I see two different solutions: 1) have a separate deployment that will host only long running api calls; configure ingress to route requests between these two deployments; 2) using multiprocessing handle liveness/readyness probes in a main process, every other request must be handled in the child process;
There are pros and cons for each solution, maybe I will need a combination of both. Also if I need a steady flow of prometheus metrics, I might need to create a proxy server on the application layer (1 more container on the same pod). Also need to configure ingress to have a single upstream connection to python pods, so that long running request will be queued, whereas short ones will be processed concurrently (yep, python, concurrency, good joke). Not sure tho it will scale well with HPA.
So yeah, running production ready python rest api server on kubernetes is not a peas of cake. Go and java have a much better ecosystem for microservice applications.
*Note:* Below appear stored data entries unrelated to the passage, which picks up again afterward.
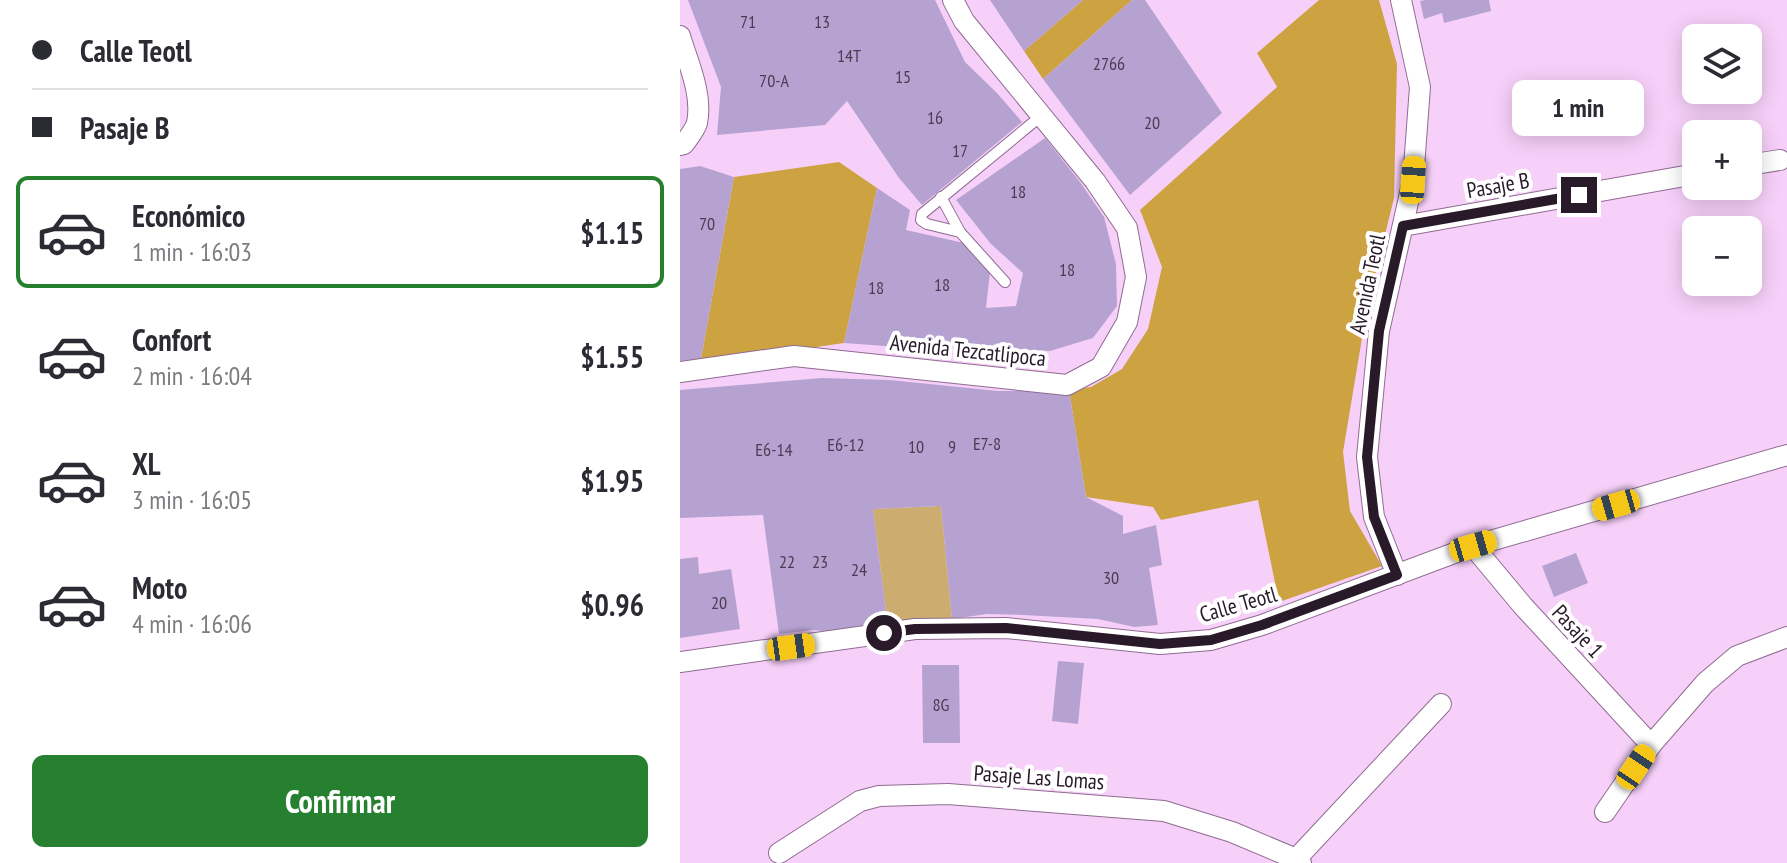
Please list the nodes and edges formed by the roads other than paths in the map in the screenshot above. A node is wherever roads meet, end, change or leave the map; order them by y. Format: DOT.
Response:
graph roads {
  1 [pos="953,0"];
  2 [pos="1401,0"];
  3 [pos="680,36"];
  4 [pos="1041,116"];
  5 [pos="680,145"];
  6 [pos="1780,160"];
  7 [pos="1762,163"];
  8 [pos="1682,176"];
  9 [pos="941,197"];
  10 [pos="1403,226"];
  11 [pos="960,232"];
  12 [pos="1005,282"];
  13 [pos="680,372"];
  14 [pos="1787,455"];
  15 [pos="1473,546"];
  16 [pos="1397,575"];
  17 [pos="1787,637"];
  18 [pos="680,662"];
  19 [pos="1441,704"];
  20 [pos="1651,745"];
  21 [pos="1605,812"];
  22 [pos="779,853"];
  23 [pos="1297,862"];
  1 -- 4 [label="street, Avenida Tezcatlipoca"];
  2 -- 10 [label="street, Avenida Teotl"];
  3 -- 5 [label="street"];
  4 -- 9 [label="lane"];
  4 -- 13 [label="street, Avenida Tezcatlipoca"];
  6 -- 7 [label="street"];
  8 -- 10 [label="street, Pasaje B"];
  9 -- 11 [label="lane"];
  9 -- 11 [label="lane"];
  10 -- 16 [label="street, Avenida Teotl"];
  11 -- 12 [label="lane"];
  14 -- 15 [label="street, Calle Teotl"];
  15 -- 16 [label="street, Calle Teotl"];
  15 -- 20 [label="street, Pasaje 1"];
  16 -- 18 [label="street, Calle Teotl"];
  17 -- 20 [label="street"];
  19 -- 23 [label="street"];
  20 -- 21 [label="street"];
  22 -- 23 [label="street, Pasaje Las Lomas"];
}
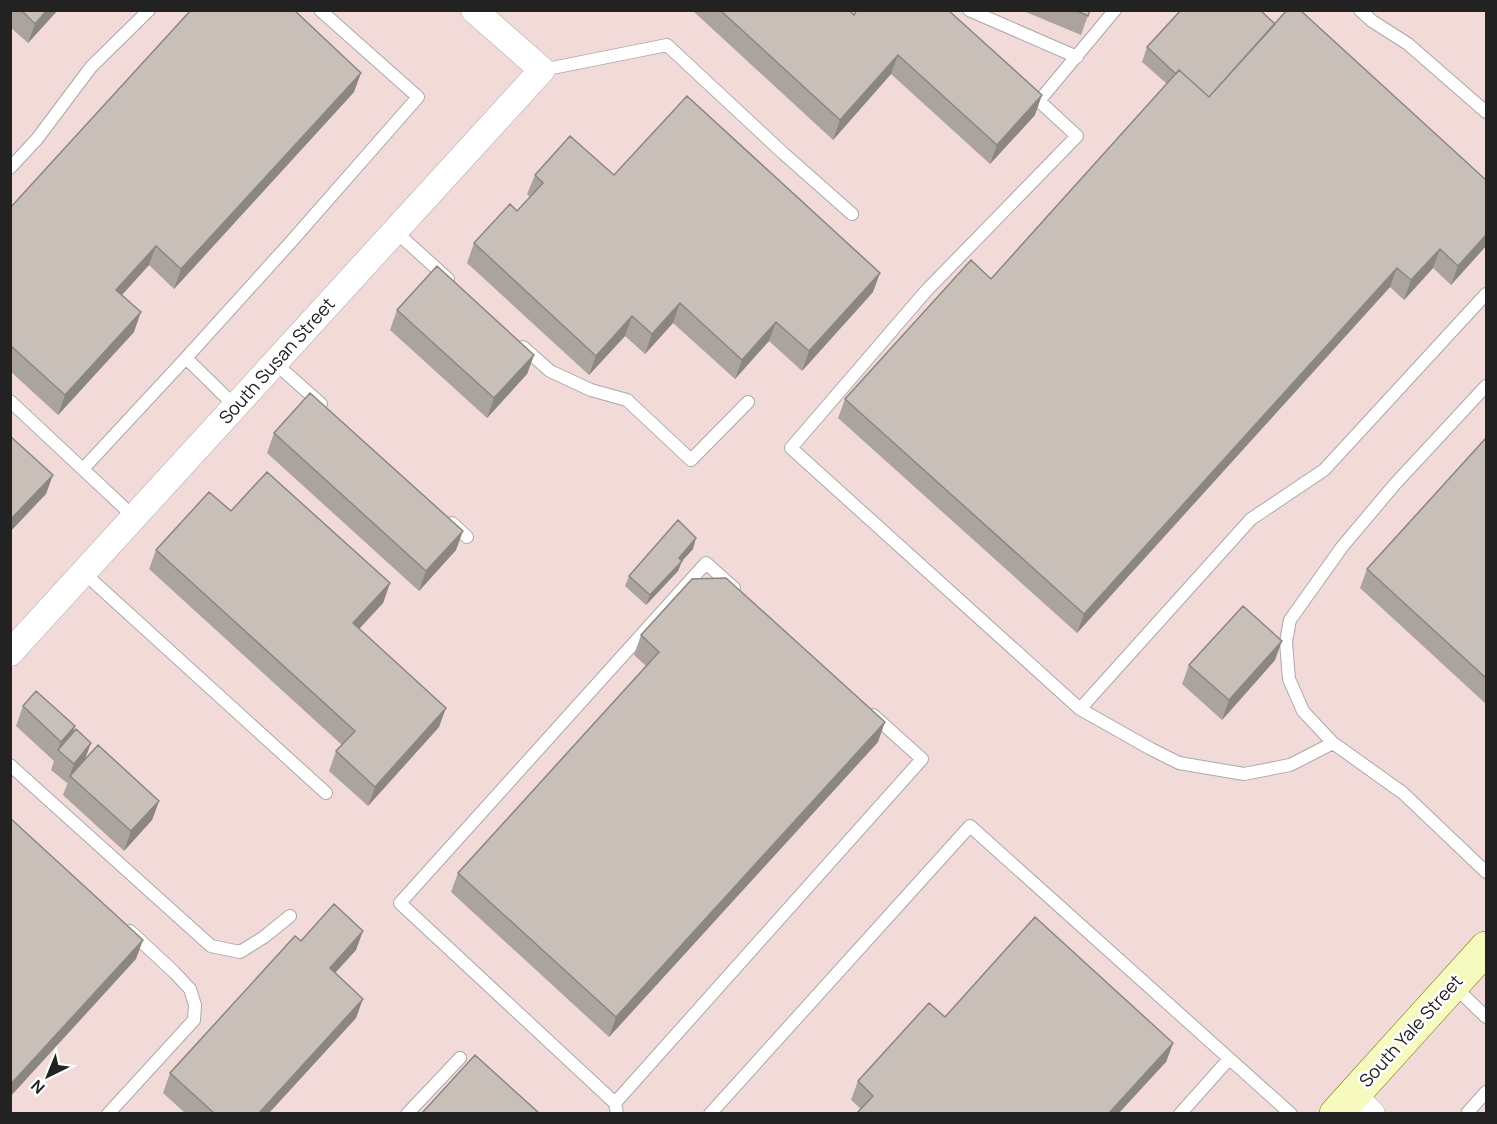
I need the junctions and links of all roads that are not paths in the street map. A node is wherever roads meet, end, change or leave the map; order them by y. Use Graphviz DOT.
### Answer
graph roads {
  1 [pos="149,10"];
  2 [pos="320,10"];
  3 [pos="474,10"];
  4 [pos="969,10"];
  5 [pos="1115,10"];
  6 [pos="1360,10"];
  7 [pos="1077,57"];
  8 [pos="542,70"];
  9 [pos="1486,112"];
  10 [pos="10,168"];
  11 [pos="852,214"];
  12 [pos="395,231"];
  13 [pos="455,286"];
  14 [pos="1486,294"];
  15 [pos="515,340"];
  16 [pos="186,358"];
  17 [pos="275,363"];
  18 [pos="1486,386"];
  19 [pos="10,402"];
  20 [pos="748,402"];
  21 [pos="236,406"];
  22 [pos="328,411"];
  23 [pos="83,469"];
  24 [pos="441,514"];
  25 [pos="134,518"];
  26 [pos="467,537"];
  27 [pos="84,573"];
  28 [pos="740,594"];
  29 [pos="10,653"];
  30 [pos="862,704"];
  31 [pos="1080,709"];
  32 [pos="1333,743"];
  33 [pos="10,765"];
  34 [pos="326,793"];
  35 [pos="1486,872"];
  36 [pos="290,916"];
  37 [pos="123,924"];
  38 [pos="1486,948"];
  39 [pos="1453,985"];
  40 [pos="1486,1017"];
  41 [pos="460,1058"];
  42 [pos="1229,1059"];
  43 [pos="1486,1092"];
  44 [pos="1354,1107"];
  45 [pos="616,1108"];
  46 [pos="108,1113"];
  47 [pos="407,1113"];
  48 [pos="710,1113"];
  49 [pos="1180,1113"];
  50 [pos="1291,1113"];
  51 [pos="1470,1113"];
  1 -- 10 [label="lane"];
  2 -- 16 [label="lane"];
  3 -- 8 [label="street"];
  4 -- 7 [label="lane"];
  5 -- 7 [label="lane"];
  6 -- 9 [label="lane"];
  7 -- 31 [label="lane"];
  8 -- 11 [label="lane"];
  8 -- 12 [label="street, South Susan Street"];
  12 -- 13 [label="lane"];
  12 -- 17 [label="street, South Susan Street"];
  14 -- 31 [label="lane"];
  15 -- 20 [label="lane"];
  16 -- 21 [label="lane"];
  16 -- 23 [label="lane"];
  17 -- 21 [label="street, South Susan Street"];
  17 -- 22 [label="lane"];
  18 -- 32 [label="lane"];
  19 -- 23 [label="lane"];
  21 -- 25 [label="street, South Susan Street"];
  23 -- 25 [label="lane"];
  24 -- 26 [label="lane"];
  25 -- 27 [label="street, South Susan Street"];
  27 -- 29 [label="street, South Susan Street"];
  27 -- 34 [label="lane"];
  28 -- 45 [label="lane"];
  30 -- 45 [label="lane"];
  31 -- 32 [label="lane"];
  32 -- 35 [label="lane"];
  33 -- 36 [label="lane"];
  37 -- 46 [label="lane"];
  38 -- 39 [label="street, South Yale Street"];
  39 -- 40 [label="lane"];
  39 -- 44 [label="street, South Yale Street"];
  41 -- 47 [label="lane"];
  42 -- 48 [label="lane"];
  42 -- 49 [label="lane"];
  42 -- 50 [label="lane"];
  43 -- 51 [label="lane"];
}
PS here is a good article that shows that there is no need to run your app in kubernetes with WSGI https://techblog.appnexus.com/beyond-hello-world-modern-asynchronous-python-in-kubernetes-f2c4ecd4a38d
PPS Im considering to use prometheus exporter for flask. Looks better than running a python client in a separate thread; https://github.com/rycus86/prometheus_flask_exporter
We use Twisted's WSGI server with 30 threads and it's been solid for our Django application. Keeps to a single process per pod model which more closely matches Kubernetes' expectations, as you mentioned. Yes, the GIL means only one of those 30 threads can be running Python code at time, but as with most webapps, most of those threads are blocked on I/O (usually waiting for a response from the database) the vast majority of the time. Then run multiple replicas on top of that both for redundancy and to give you true concurrency at whatever level you need (we usually use 4-8 depending on the site traffic, some big ones are up to 16).